Of course, the rest of the rebellion’s officers and enlisted beings aren’t afforded even nearly the same opportunities for privacy, so with both tensions and hormones constantly running at an all-time high, accidental exhibitionism isn’t exactly a rarity among the troops. There’s a certain etiquette to it, one that everyone’s forced to learn sooner or later after spending so much time living in one another’s pockets.

It’s a fact that remains true even on a base as big as Echo, which is the largest Alliance complex to date. Unfortunately, it also happens to be made of about ninety percent snow and ice, which means that despite its size, hidden nooks hospitable enough to be conducive to stripping down and doing the horizontal calenada are still in fairly short supply.

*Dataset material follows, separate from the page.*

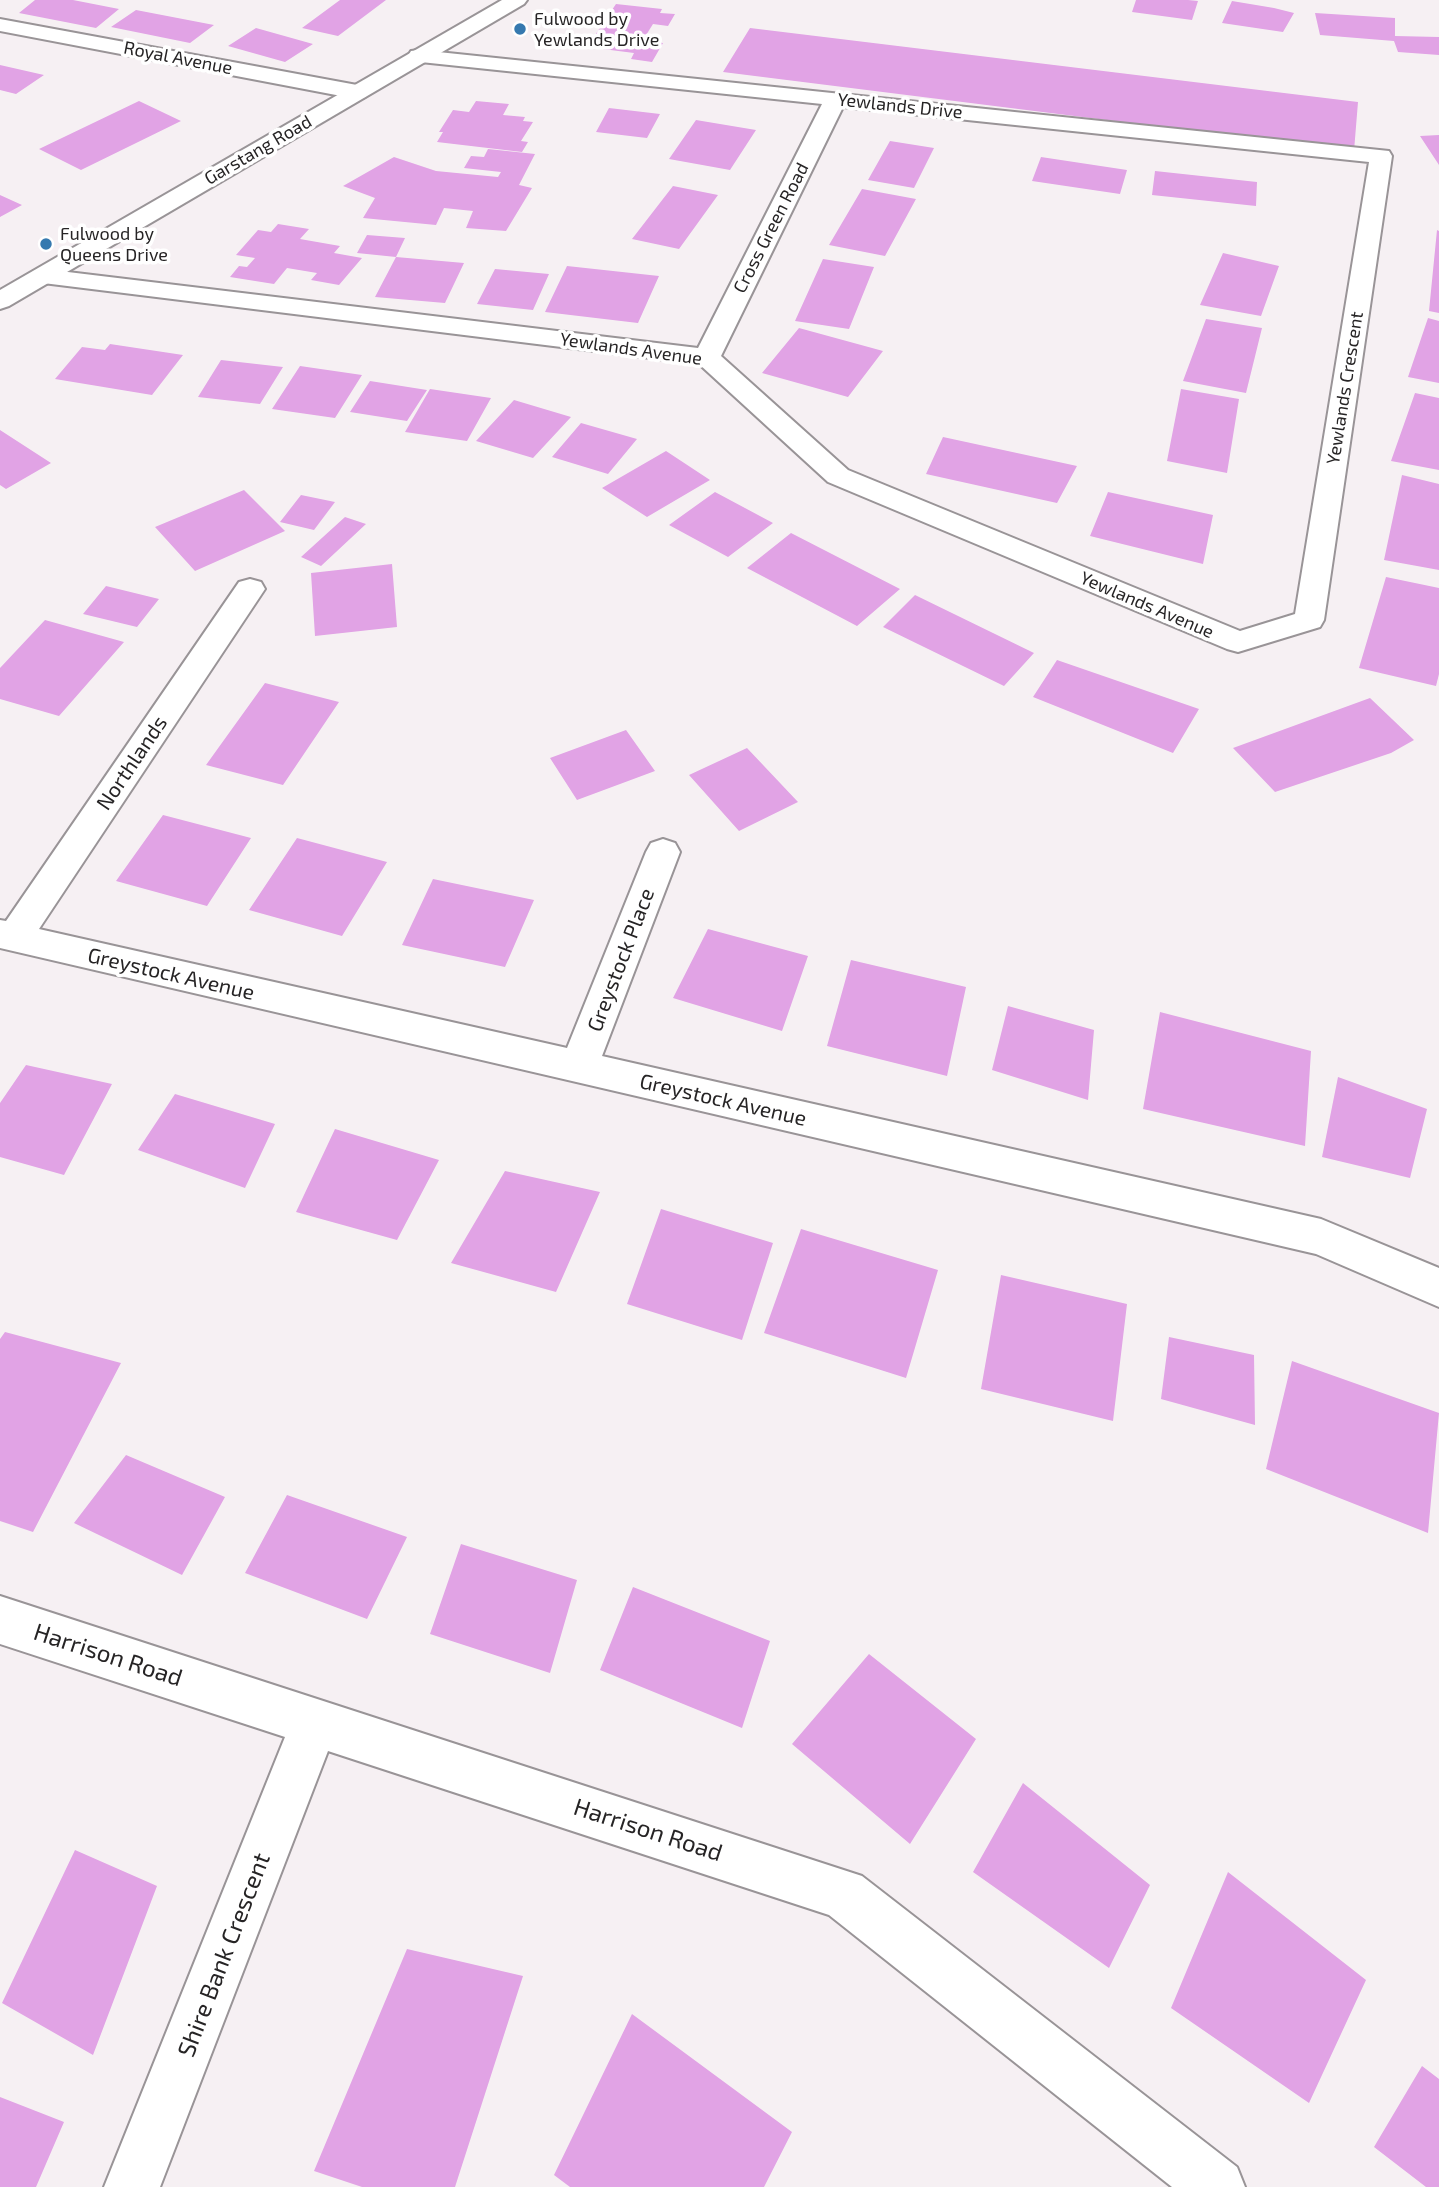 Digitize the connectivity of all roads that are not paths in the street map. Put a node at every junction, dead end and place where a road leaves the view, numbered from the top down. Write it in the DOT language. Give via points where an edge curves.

Han does have to admit that staging a quickie in the stables at night is something of a stroke (heh, stroke) of genius. This particular section of the base is kept at a balmy seventeen degrees above freezing — about five degrees warmer than even the barracks — which makes it one of the few places on all of Hoth that you weren’t in danger of literally freezing your balls off. And when it comes to wanting to spend time around the stables’ main occupants, it’s Han’s opinion that actually ranks among the majority, rather than that of the Whiskered Witch. While she, Luke, and the majority of the husbandry officers are softhearted space freaks who could probably look at a rancor and unironically call it cute, most beings in the Alliance tend to be just as put off by the tauntauns as Han is, and thus generally avoid the stables like the plague if they don’t have to be there, especially during off hours.

When Han looked at it that way, he could sort of see how the stables might actually be a perfect date spot, provided you could ignore the smell and didn’t mind potentially putting on a show for an ornery alien ungulate.

Of course Han be the one to ruin it for someone. Dragging his gloved hands down his face, he stands in the middle of the hall and rubs his chin, carefully considering his options.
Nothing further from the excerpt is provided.